* **Problem**: Extract, verbatim, all lines starting at the one containing "I need the junctions" and ending with the final line of the listing, and no others.

* **Exercise materials**:
»»

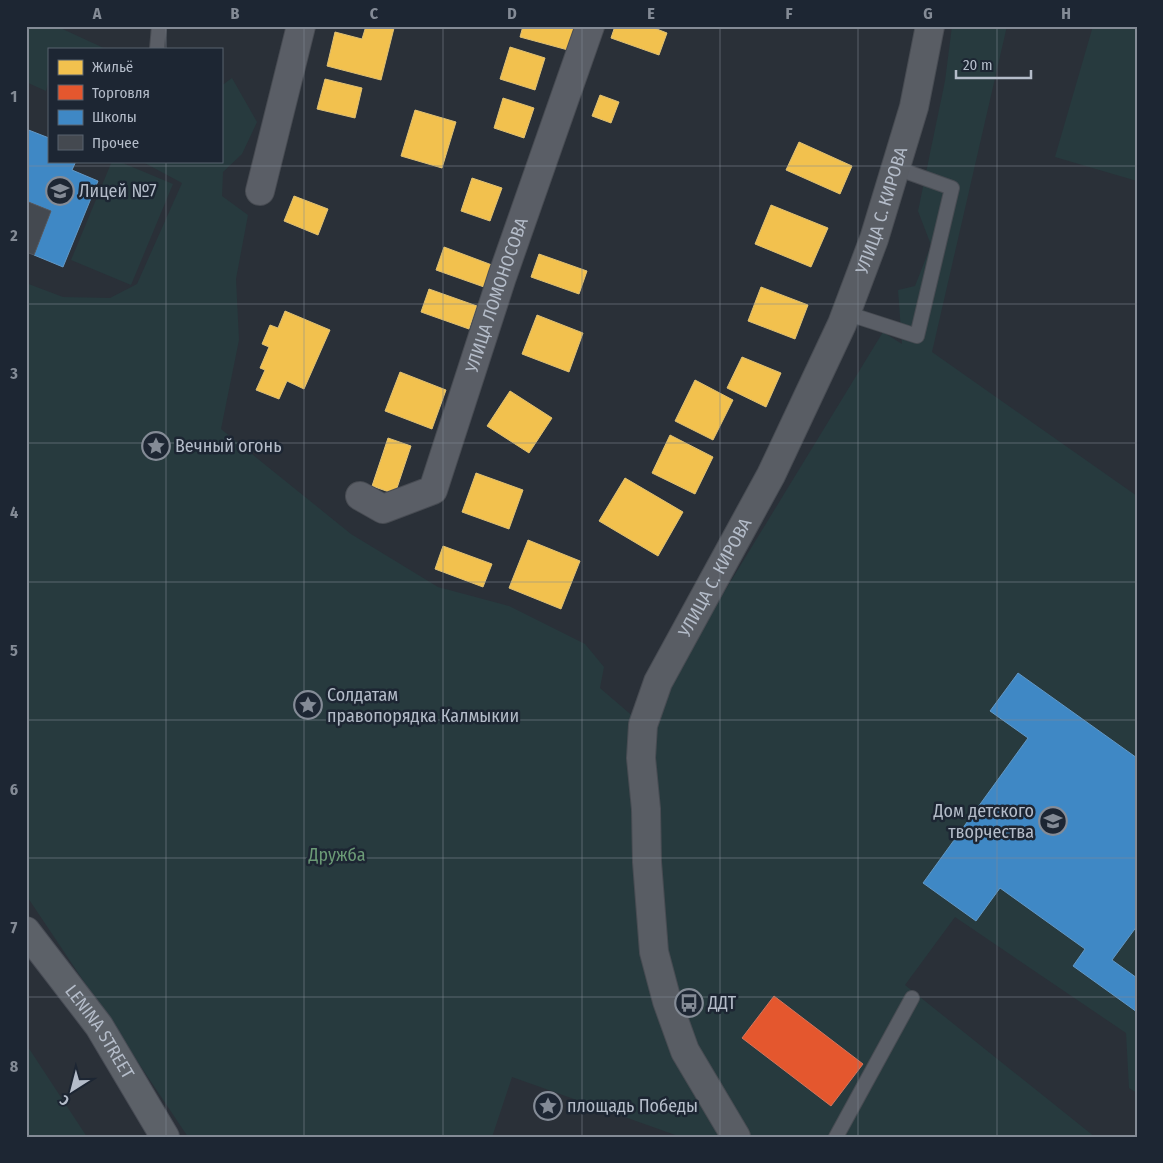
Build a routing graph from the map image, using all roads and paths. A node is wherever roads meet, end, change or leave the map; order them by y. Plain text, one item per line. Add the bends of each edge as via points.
1 (159, 26) edge
2 (301, 26) edge
3 (590, 26) edge
4 (930, 26) edge
5 (157, 48) edge
6 (896, 168) junction
7 (260, 190) dead end
8 (846, 313) junction
9 (360, 496) dead end
10 (26, 932) edge
11 (912, 998) dead end
12 (165, 1137) edge
13 (736, 1137) edge
14 (836, 1137) edge

1 - 5 lane
2 - 7 street
3 - 9 street, УЛИЦА ЛОМОНОСОВА via 502,277 433,490 383,509
4 - 6 main road, УЛИЦА С. КИРОВА via 914,107
6 - 8 main road, УЛИЦА С. КИРОВА
6 - 8 lane via 952,188 917,336
8 - 13 main road, УЛИЦА С. КИРОВА via 788,443 658,682 643,725 641,758 654,952 667,1002 685,1051
10 - 12 main road, LENINA STREET via 98,1026
11 - 14 lane

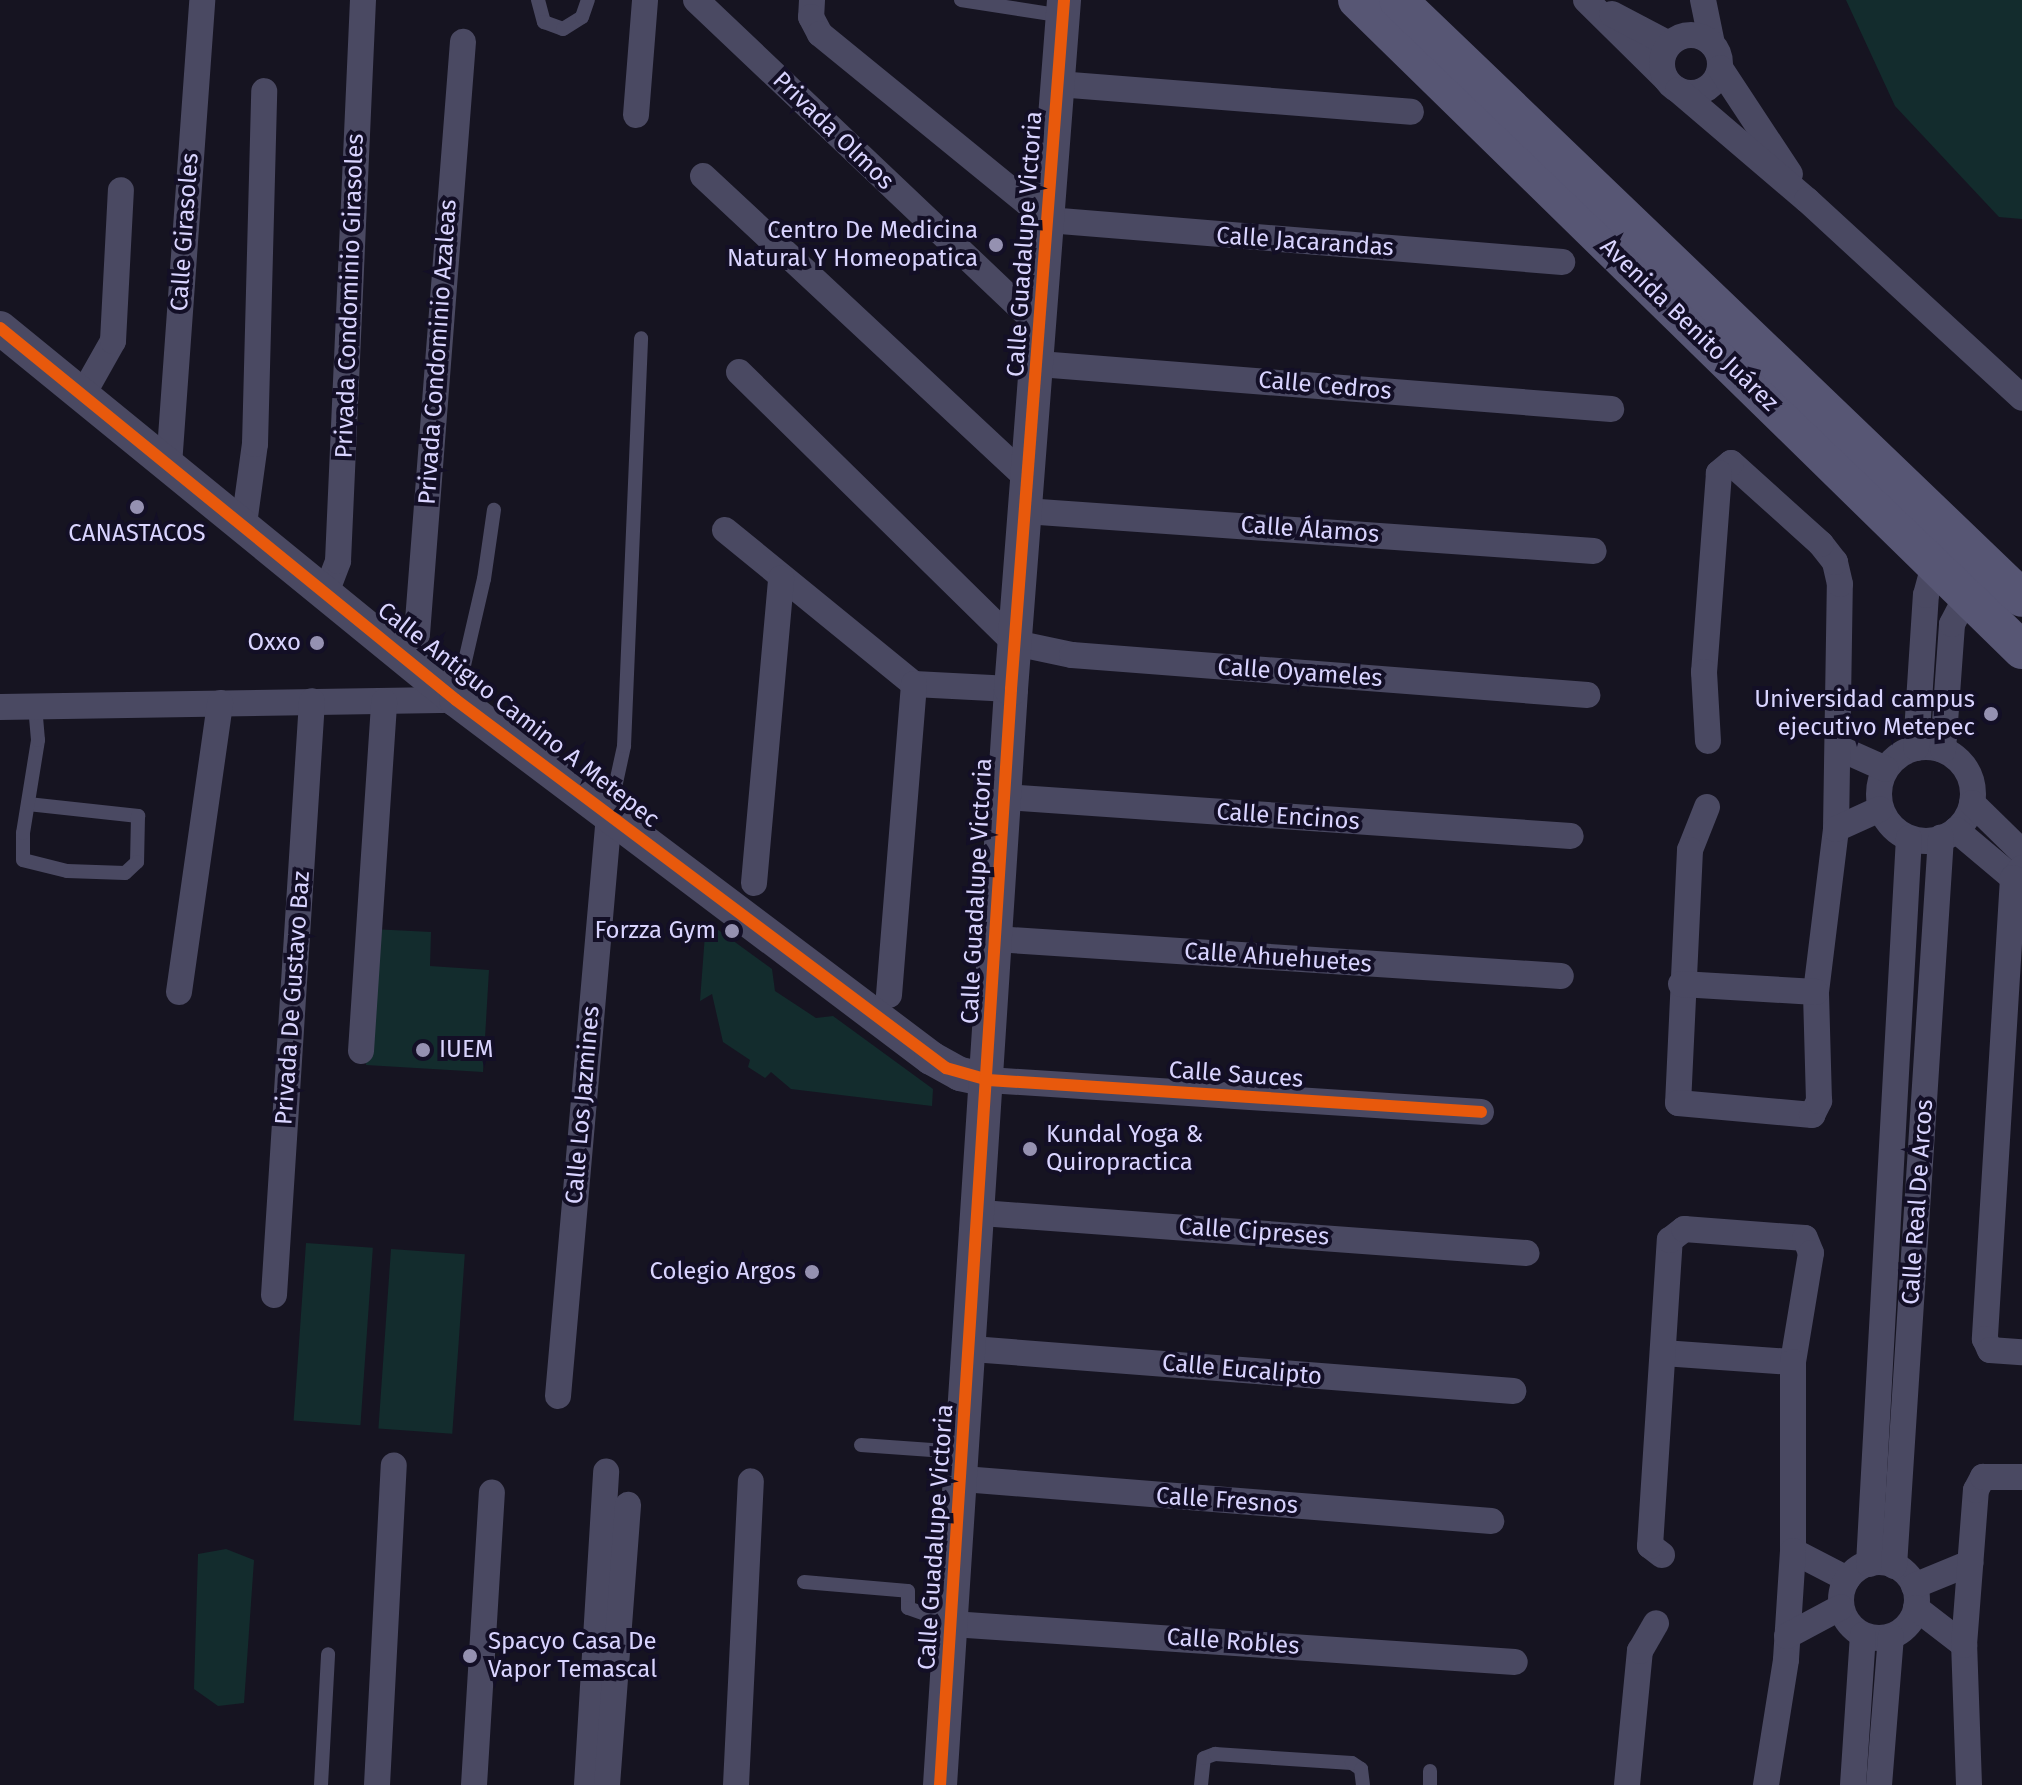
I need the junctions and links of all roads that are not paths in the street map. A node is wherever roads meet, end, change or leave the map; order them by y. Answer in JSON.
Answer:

««

* **Solved exercise**:
I need the junctions and links of all roads that are not paths in the street map. A node is wherever roads meet, end, change or leave the map; order them by y. Answer in JSON.
Answer:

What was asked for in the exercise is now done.